### [EXTRACTED INFORMATION]
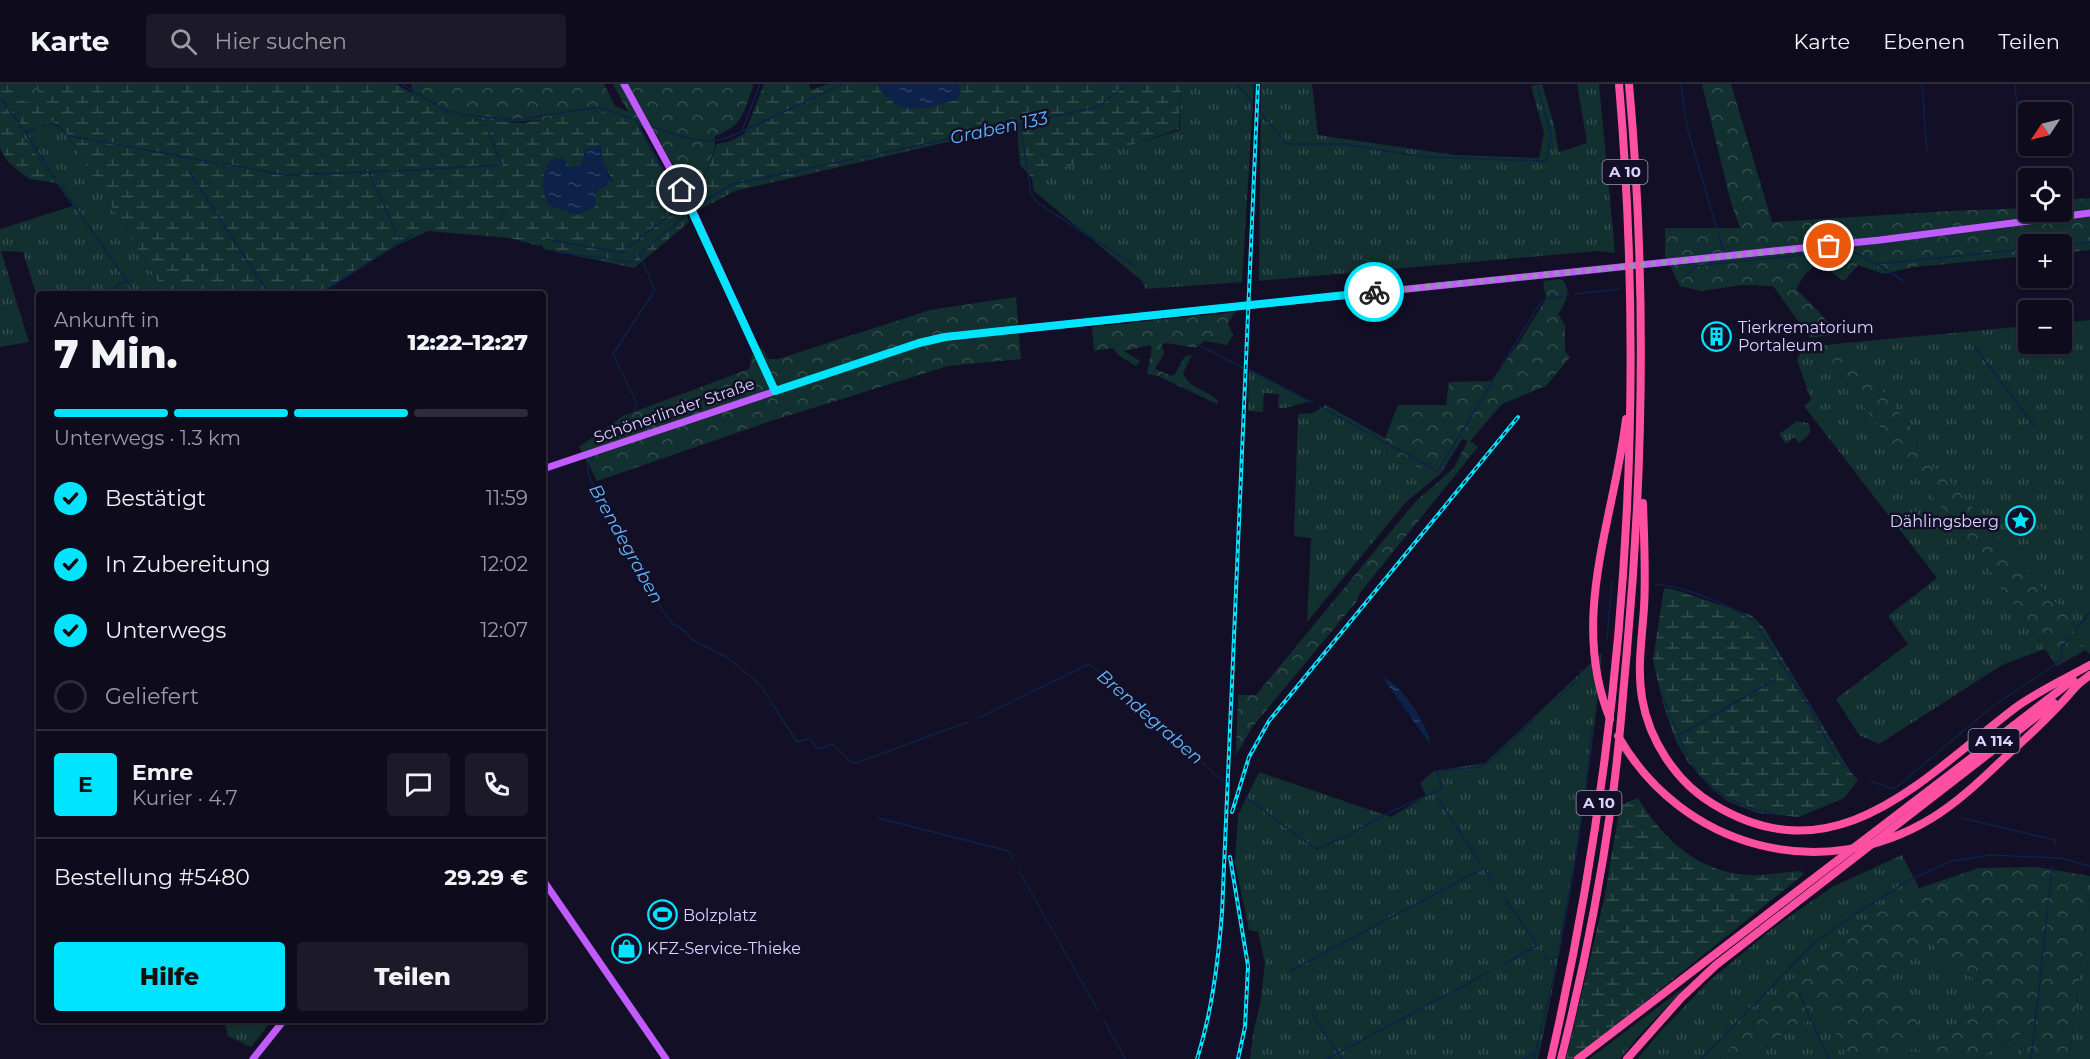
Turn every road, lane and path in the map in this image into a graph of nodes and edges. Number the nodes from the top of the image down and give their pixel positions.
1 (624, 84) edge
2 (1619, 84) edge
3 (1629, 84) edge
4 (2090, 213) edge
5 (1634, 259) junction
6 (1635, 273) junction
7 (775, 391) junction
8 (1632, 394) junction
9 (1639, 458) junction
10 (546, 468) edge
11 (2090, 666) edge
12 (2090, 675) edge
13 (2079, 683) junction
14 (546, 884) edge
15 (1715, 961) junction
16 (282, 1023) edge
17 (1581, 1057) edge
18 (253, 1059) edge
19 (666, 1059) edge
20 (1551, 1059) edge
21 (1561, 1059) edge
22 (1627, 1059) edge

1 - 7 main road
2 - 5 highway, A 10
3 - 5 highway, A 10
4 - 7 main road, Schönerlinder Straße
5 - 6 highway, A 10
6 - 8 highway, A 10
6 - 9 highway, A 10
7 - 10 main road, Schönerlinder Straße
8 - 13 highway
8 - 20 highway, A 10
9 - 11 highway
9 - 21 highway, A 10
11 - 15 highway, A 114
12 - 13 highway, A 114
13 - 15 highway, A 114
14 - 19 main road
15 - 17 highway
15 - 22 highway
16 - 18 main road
--
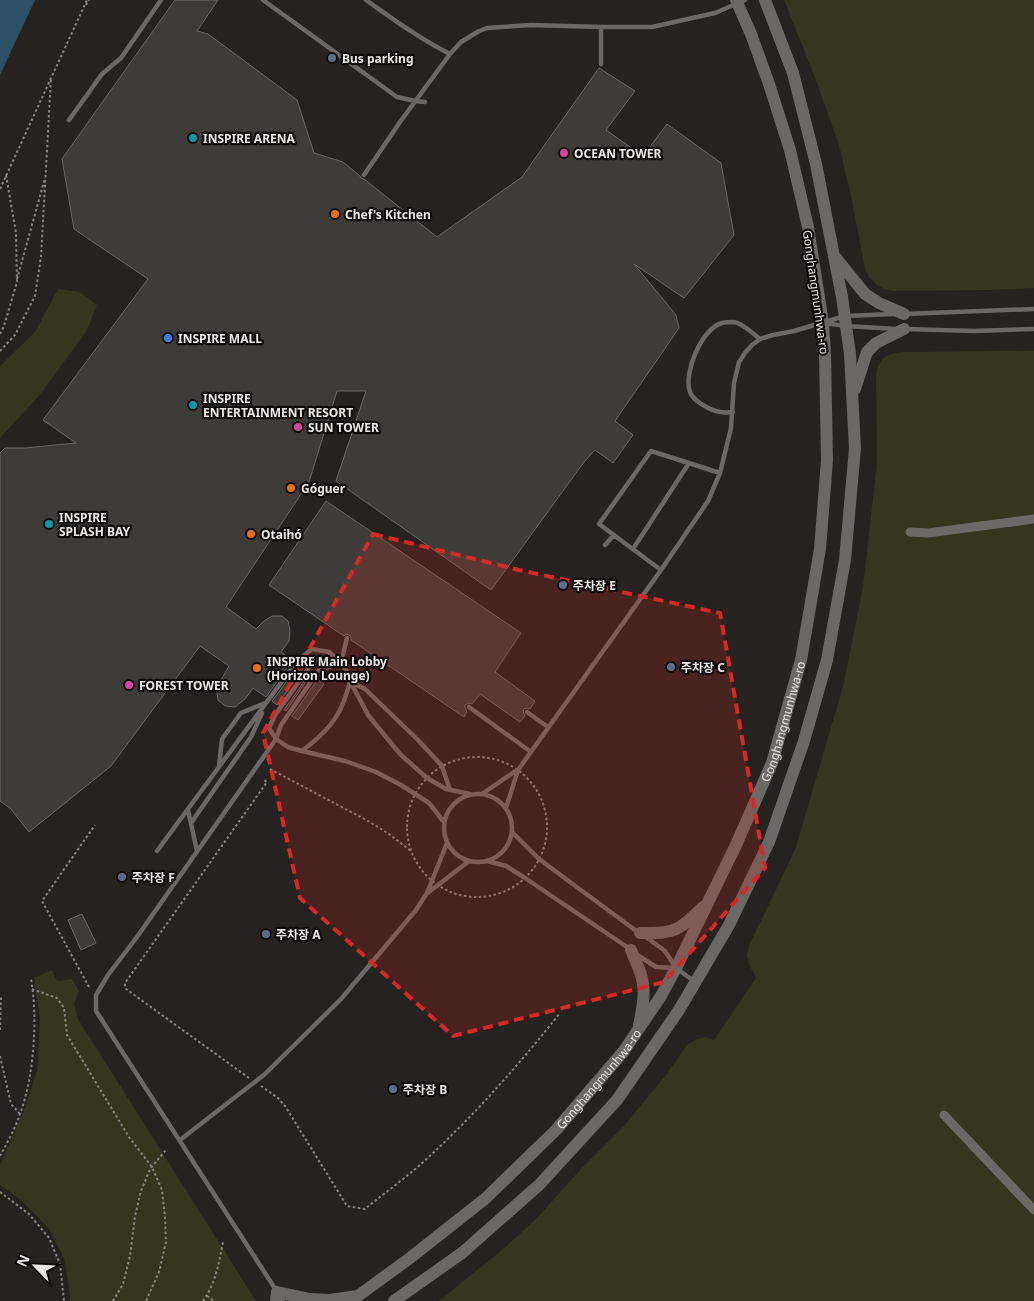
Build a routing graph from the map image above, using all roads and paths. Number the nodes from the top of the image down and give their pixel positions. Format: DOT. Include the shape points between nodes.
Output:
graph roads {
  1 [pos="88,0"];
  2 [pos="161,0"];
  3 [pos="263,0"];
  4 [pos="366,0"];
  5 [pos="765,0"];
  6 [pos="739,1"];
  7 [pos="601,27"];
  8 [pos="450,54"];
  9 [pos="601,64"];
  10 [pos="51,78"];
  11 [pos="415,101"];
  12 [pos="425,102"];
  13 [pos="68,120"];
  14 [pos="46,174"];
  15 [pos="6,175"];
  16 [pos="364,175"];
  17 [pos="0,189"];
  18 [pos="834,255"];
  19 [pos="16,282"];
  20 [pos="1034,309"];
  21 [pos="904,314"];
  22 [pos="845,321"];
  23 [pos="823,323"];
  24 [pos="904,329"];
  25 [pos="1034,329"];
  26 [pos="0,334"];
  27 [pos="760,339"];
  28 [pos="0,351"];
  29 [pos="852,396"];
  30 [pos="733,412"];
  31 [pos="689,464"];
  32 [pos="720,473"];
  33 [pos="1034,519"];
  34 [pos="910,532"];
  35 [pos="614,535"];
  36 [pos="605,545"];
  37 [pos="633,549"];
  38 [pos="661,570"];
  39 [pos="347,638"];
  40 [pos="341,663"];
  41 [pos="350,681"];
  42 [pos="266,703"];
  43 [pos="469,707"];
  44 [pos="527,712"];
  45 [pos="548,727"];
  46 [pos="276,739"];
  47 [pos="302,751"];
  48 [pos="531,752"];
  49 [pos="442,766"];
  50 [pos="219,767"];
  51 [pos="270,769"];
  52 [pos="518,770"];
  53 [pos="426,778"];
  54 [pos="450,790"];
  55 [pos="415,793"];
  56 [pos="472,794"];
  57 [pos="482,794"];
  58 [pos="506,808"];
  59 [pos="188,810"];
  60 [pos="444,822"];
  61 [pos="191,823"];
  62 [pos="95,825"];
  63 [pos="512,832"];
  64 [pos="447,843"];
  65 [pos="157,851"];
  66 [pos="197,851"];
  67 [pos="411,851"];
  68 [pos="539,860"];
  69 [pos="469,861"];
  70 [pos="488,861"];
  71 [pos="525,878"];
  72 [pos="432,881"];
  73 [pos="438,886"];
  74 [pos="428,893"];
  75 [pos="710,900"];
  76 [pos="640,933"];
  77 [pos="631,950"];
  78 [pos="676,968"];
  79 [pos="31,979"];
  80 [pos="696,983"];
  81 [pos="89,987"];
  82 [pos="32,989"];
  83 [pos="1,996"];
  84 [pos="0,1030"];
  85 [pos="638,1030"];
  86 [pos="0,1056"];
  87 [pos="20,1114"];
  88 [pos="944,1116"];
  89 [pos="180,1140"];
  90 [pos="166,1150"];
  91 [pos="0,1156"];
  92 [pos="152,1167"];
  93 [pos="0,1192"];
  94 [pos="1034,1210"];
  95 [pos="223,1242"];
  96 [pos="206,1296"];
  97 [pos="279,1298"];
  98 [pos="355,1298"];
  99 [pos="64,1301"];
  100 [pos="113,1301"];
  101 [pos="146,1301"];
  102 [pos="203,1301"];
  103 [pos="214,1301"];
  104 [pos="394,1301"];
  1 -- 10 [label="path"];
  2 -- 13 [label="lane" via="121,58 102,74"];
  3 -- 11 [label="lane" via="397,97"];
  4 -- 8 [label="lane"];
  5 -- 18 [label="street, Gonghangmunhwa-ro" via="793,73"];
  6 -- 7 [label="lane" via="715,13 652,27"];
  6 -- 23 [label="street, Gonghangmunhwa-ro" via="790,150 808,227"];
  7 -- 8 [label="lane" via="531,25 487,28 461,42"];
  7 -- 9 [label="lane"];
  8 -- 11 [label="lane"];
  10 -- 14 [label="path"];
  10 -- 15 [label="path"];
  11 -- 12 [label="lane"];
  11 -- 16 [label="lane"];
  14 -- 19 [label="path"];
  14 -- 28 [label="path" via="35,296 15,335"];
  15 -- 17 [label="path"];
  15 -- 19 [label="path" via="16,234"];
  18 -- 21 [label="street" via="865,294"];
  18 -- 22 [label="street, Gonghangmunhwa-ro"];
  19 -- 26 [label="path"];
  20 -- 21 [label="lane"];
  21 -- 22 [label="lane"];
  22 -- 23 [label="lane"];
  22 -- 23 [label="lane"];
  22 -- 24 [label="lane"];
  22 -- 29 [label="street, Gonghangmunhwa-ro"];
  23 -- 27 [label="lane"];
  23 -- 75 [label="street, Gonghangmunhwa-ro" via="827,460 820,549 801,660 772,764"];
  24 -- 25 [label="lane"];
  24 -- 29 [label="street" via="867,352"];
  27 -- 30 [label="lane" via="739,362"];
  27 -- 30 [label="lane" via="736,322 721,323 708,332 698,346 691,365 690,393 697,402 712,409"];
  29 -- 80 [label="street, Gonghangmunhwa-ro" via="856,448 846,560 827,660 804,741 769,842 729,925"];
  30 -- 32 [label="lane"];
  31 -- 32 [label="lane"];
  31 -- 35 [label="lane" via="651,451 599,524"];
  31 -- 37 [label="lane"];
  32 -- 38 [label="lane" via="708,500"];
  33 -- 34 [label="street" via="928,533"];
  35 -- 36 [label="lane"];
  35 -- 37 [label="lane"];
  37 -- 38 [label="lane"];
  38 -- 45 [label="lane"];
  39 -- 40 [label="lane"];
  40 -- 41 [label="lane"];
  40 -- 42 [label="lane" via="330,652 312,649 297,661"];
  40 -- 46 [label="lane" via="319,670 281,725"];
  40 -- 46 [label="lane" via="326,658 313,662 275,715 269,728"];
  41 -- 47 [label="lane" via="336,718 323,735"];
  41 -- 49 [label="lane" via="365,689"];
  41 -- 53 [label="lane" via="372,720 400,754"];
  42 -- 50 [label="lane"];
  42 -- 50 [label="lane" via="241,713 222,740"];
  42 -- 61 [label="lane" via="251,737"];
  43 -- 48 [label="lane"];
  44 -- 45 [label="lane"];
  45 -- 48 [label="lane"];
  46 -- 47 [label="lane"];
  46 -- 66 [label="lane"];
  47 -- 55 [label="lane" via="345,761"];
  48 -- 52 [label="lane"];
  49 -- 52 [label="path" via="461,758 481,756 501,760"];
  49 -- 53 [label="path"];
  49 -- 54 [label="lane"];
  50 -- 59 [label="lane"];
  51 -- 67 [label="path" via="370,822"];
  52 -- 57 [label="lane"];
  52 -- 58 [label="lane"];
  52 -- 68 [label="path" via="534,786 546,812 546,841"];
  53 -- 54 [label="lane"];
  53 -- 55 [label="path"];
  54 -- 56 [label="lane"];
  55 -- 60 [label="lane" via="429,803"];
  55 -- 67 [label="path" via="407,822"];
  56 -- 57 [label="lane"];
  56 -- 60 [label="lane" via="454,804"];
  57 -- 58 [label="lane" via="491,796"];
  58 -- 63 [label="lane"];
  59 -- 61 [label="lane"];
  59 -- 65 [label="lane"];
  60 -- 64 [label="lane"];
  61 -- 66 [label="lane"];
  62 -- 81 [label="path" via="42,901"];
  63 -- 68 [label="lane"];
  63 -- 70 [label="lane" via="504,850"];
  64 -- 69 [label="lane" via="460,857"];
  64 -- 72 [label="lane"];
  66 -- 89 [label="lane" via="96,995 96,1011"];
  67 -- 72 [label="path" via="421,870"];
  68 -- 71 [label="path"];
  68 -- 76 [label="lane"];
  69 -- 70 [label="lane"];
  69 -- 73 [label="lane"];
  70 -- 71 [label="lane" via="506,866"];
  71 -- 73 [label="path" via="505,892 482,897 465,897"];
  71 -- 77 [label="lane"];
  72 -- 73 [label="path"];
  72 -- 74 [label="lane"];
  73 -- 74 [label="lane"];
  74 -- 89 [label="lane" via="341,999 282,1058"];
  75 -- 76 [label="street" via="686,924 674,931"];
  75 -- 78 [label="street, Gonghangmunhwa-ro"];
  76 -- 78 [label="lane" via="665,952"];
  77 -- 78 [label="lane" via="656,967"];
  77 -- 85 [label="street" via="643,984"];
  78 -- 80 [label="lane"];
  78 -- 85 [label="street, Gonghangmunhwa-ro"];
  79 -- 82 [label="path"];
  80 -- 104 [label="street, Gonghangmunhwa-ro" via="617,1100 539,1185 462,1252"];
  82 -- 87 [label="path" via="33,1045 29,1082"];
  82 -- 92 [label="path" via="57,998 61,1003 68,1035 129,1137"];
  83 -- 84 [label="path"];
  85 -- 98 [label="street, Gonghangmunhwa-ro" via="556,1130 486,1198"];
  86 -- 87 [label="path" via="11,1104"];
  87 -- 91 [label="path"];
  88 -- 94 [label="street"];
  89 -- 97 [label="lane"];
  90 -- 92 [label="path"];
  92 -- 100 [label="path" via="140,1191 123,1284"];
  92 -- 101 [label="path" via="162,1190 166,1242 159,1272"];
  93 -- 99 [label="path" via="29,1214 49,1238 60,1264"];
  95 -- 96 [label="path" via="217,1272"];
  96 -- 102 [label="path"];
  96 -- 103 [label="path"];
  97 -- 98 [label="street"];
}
...
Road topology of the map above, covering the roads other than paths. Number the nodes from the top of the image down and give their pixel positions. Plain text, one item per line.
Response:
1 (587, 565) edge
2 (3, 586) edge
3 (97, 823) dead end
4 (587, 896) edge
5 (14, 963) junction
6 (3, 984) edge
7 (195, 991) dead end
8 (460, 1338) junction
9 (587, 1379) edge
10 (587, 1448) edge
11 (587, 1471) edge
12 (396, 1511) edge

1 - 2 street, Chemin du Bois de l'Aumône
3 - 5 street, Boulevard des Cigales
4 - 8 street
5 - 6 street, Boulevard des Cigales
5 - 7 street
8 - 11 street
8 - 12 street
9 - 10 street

### [YOUR OBJECTIVE]
Looking at each line of the records, count the ones where the word "above" appears, and report only the count.

### [RESPONSE FOR THIS EXERCISE]
2